“The Union Budget reflects a calibrated approach. It has tried to balance long-term measures for emerging sectors with targeted support for industries navigating a more volatile global trade environment. The emphasis on data centres, healthcare, tourism, education, semiconductors and critical minerals signals the government’s intent to build future-facing economic engines, while near-term measures such as customs duty rationalisation and greater flexibility for SEZ occupiers provide immediate relief to manufacturing and export-led businesses.
The Budget also places growing emphasis on the development of tier-II and III cities, creating an additional growth lever for the real estate sector alongside tier 1 markets, which continue to anchor activity across asset classes. As capacity tightens in select Tier I locations, occupiers, particularly GCCs and start-ups, are evaluating Tier II cities, supported by access to emerging talent pools, relatively lower real estate costs, improving infrastructure and a better quality-of-life proposition.
Hospitality is another sector that could see a boost with the proposed development of new tourism clusters centered on spiritual, cultural, heritage and medical tourism. With domestic and international tourist inflows already on a strong footing, efforts to develop new tourism circuits could unlock significant opportunities across the hospitality and allied real estate segments.
The proposal to pool government real estate and land holdings through the use of instruments such as REITs, is also an interesting one to look forward to. There are large tracts of land and real estate held in prime locations across metropolitan cities which could get potentially unlocked through this route.

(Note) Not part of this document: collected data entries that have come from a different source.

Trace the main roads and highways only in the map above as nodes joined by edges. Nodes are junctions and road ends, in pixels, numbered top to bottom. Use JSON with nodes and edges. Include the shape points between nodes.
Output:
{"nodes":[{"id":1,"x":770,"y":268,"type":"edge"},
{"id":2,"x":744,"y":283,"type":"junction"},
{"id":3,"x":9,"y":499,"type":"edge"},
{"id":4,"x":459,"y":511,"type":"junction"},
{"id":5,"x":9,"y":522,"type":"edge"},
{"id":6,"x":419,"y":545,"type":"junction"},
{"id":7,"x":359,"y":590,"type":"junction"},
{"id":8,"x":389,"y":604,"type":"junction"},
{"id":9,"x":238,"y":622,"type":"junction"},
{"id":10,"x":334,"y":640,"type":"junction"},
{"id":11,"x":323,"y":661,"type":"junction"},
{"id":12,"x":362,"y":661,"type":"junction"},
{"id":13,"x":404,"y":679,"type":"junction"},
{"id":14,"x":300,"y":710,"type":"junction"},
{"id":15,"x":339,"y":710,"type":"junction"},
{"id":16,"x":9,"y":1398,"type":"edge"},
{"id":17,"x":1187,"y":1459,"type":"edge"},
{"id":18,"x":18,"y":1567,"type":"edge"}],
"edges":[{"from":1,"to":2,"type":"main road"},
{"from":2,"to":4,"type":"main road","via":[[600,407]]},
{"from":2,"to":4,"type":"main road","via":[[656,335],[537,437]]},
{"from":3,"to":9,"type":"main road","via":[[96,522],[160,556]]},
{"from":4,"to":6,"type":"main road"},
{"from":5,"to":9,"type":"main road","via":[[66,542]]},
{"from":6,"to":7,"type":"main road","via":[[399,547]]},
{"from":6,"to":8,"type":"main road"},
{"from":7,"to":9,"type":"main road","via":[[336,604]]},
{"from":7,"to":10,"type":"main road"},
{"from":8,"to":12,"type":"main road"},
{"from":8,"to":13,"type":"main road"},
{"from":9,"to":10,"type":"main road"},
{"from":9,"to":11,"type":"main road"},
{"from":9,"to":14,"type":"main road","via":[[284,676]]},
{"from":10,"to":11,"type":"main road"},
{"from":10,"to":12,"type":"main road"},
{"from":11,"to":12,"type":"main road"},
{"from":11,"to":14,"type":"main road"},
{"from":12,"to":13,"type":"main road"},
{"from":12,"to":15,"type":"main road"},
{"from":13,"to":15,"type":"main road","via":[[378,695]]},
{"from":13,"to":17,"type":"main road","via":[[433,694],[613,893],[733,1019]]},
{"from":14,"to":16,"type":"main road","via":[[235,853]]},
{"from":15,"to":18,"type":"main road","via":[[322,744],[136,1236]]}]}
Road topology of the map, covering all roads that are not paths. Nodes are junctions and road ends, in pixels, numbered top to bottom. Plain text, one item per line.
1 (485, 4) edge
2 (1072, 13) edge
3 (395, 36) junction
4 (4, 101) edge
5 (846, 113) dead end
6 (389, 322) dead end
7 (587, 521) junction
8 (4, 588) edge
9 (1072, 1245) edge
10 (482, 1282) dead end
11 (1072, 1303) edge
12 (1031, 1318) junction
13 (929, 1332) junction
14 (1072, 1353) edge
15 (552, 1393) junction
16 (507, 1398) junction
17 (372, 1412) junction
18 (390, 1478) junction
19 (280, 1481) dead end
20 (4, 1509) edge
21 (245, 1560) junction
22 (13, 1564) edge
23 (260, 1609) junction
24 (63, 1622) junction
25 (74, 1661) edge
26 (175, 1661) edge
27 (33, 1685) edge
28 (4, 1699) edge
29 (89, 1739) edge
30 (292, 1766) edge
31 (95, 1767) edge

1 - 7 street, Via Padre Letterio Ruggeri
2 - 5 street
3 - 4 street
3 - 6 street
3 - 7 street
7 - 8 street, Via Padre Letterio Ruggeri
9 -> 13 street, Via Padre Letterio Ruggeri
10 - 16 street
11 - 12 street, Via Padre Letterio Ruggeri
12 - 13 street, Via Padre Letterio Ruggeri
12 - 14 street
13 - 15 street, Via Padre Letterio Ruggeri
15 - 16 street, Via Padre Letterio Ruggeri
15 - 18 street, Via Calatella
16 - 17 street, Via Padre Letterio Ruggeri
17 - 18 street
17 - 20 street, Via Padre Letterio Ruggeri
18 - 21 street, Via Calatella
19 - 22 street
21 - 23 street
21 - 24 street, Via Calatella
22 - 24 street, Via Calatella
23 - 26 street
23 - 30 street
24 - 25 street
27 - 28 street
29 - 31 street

The announcement of tax holidays and safe-harbour provisions for data centres is particularly significant for India, which remains a structurally under-penetrated market relative to its digital consumption. While these measures will incentivise global hyperscalers and accelerate capacity build-out, sustained growth will depend on parallel progress in power availability, water security and infrastructure readiness. Taken together, these measures reflect a pragmatic approach that supports the real estate sector by strengthening the structural drivers that underpin long-term demand and capital formation.”